STRATEGIC PARTNERSHIP AGREEMENT By and between ZHENGZHOU DUESAIL FRACTURE PROPPANTS CO., LTD. And TITAN PROPPANTS, L.L.C. Dated June 19, 2011 STRATEGIC PARTNERSHIP AGREEMENT
Exhibit 10.1
STRATEGIC PARTNERSHIP AGREEMENT
By and between
ZHENGZHOU DUESAIL FRACTURE PROPPANTS CO., LTD.
And
TITAN PROPPANTS, L.L.C.
Dated June 19, 2011
STRATEGIC PARTNERSHIP AGREEMENT
THIS STRATEGIC PARTNERSHIP AGREEMENT (this “Agreement”) is entered into as of June 19, 2011 by and between Zhengzhou Duesail Fracture Proppants Co., Ltd., a corporation organized under the laws of The Peoples’ Republic of China (“ DUESAIL ”), and Titan Proppants, L.L.C., a limited liability company organized under the laws of the state of Texas (“ TPLLC ”). TPLLC and DUESAIL shall each be referred to herein as a “Party.” TPLLC and DUESAIL shall collectively be referred to herein as the “Parties.”
RECITALS
WHEREAS, the Parties desire to set forth herein the terms of a strategic partnership whereby they shall work together to promote the branding and distribution of the Products (defined below) in the Geographic Region (defined below); and
WHEREAS, TPLLC and DUESAIL wish to establish their rights and obligations with respect to the purchase and sale of Products as further set forth herein.

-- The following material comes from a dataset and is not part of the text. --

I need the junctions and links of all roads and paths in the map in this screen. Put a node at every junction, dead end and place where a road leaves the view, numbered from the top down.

NOW, THEREFORE, in consideration of the mutual covenants and agreements herein contained, and for other good and valuable consideration, the receipt and sufficiency of which are hereby acknowledged, the Parties hereby agree as follows:
AGREEMENT
ARTICLE I – DEFINITIONS
As used herein, the following terms shall have the meanings set forth below. Additional terms are defined throughout the text of this Agreement.

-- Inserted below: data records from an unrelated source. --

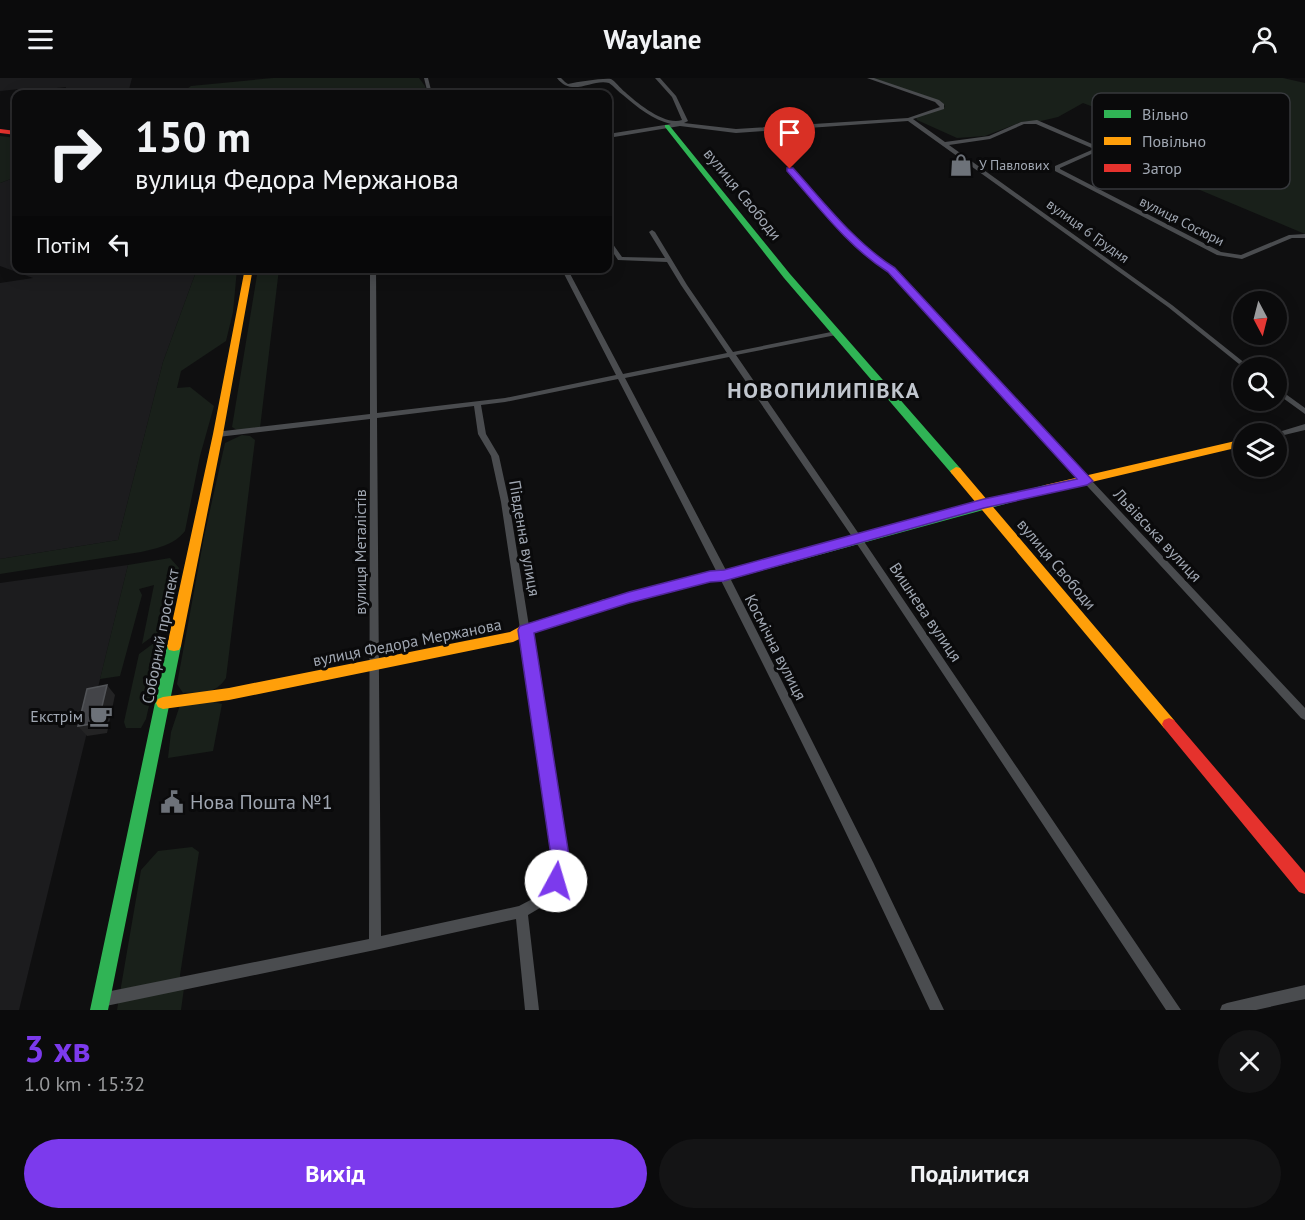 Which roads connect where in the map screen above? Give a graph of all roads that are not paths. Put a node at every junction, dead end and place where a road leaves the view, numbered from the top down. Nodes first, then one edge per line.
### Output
1 (559, 78) edge
2 (657, 78) edge
3 (869, 78) edge
4 (909, 119) junction
5 (680, 124) junction
6 (667, 126) junction
7 (612, 135) edge
8 (944, 144) junction
9 (1092, 146) edge
10 (1092, 152) edge
11 (790, 169) dead end
12 (1092, 188) edge
13 (1093, 189) edge
14 (652, 232) dead end
15 (1305, 236) edge
16 (612, 248) edge
17 (669, 260) junction
18 (248, 273) edge
19 (374, 273) edge
20 (567, 273) edge
21 (836, 333) junction
22 (733, 354) junction
23 (1234, 357) edge
24 (621, 378) junction
25 (1287, 398) edge
26 (477, 404) junction
27 (1305, 412) edge
28 (375, 416) junction
29 (1305, 427) edge
30 (1287, 431) edge
31 (218, 434) junction
32 (1233, 445) edge
33 (1087, 481) junction
34 (984, 504) junction
35 (858, 539) junction
36 (724, 576) junction
37 (526, 630) junction
38 (375, 666) junction
39 (163, 703) junction
40 (1305, 715) edge
41 (1305, 886) edge
42 (521, 912) junction
43 (375, 944) junction
44 (1305, 992) edge
45 (100, 1005) edge
46 (532, 1010) edge
47 (937, 1010) edge
48 (1174, 1010) edge
49 (1227, 1010) edge

1 - 5 street
2 - 5 street
3 - 4 street
4 - 5 street
4 - 8 street, вулиця 6 Грудня
5 - 6 street
6 - 7 street
6 - 21 street, вулиця Свободи
8 - 9 street, вулиця Сосюри
8 - 23 street, вулиця 6 Грудня
10 - 12 street, вулиця Сосюри
11 - 33 street, Львівська вулиця
13 - 15 street, вулиця Сосюри
14 - 17 street, Вишнева вулиця
16 - 17 street
17 - 22 street, Вишнева вулиця
18 - 31 street, Соборний проспект
19 - 28 street, вулиця Металістів
20 - 24 street, Космічна вулиця
21 - 22 street
21 - 34 street, вулиця Свободи
22 - 24 street
22 - 35 street, Вишнева вулиця
24 - 26 street
24 - 36 street, Космічна вулиця
25 - 27 street
26 - 28 street
26 - 37 street, Південна вулиця
28 - 31 street
28 - 38 street, вулиця Металістів
29 - 30 street
31 - 39 street, Соборний проспект
32 - 33 street, вулиця Федора Мержанова
33 - 34 street, вулиця Федора Мержанова
33 - 40 street, Львівська вулиця
34 - 35 street, вулиця Федора Мержанова
34 - 41 street, вулиця Свободи
35 - 36 street, вулиця Федора Мержанова
35 - 48 street, Вишнева вулиця
36 - 37 street, вулиця Федора Мержанова
36 - 47 street, Космічна вулиця
37 - 38 street, вулиця Федора Мержанова
37 - 42 street, Південна вулиця
38 - 39 street, вулиця Федора Мержанова
38 - 43 street, вулиця Металістів
39 - 45 street, Соборний проспект
42 - 43 street, Південна вулиця
42 - 46 street
43 - 45 street, Південна вулиця
44 - 49 street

“Affiliate” means, with respect to a specified person, a person that directly or indirectly, through one or more intermediaries, controls or is controlled by, or is under common control with, the person specified. In order for a person or entity to qualify as an Affiliate of DUESAIL, such person or entity must also be primarily and directly engaged in the business of manufacturing and selling Products. No person or entity shall be considered to be directly and primarily engaged in such business solely by means of (i) their ownership of equity interests in DUESAIL or its Affiliates, (ii) service on the Board of Directors or similar governing body of DUESAIL or its Affiliates, or (iii) service as an executive officer of DUESAIL or its Affiliates.
“Base Selling Price” means the price of each Product sold to TPLLC as set forth on Exhibit A.
“Effective Date” means the date set forth in the preamble of this Agreement.
“Geographic Region” means the United States of America and any other region mutually agreed upon by the Parties and memorialized in the form of an amendment to this Agreement.
“Material Breach” means a failure by a Party to perform any material obligation, covenant or undertaking of that Party hereunder, which obligation, covenant or undertaking, if not cured in accordance with the provisions of this Agreement, would deprive the counterparty of a material benefit justifiably expected by the counterparty under this Agreement.
“Prioritize” means that DUESAIL shall use commercially reasonable efforts to fill the orders of TPLLC before orders from other parties.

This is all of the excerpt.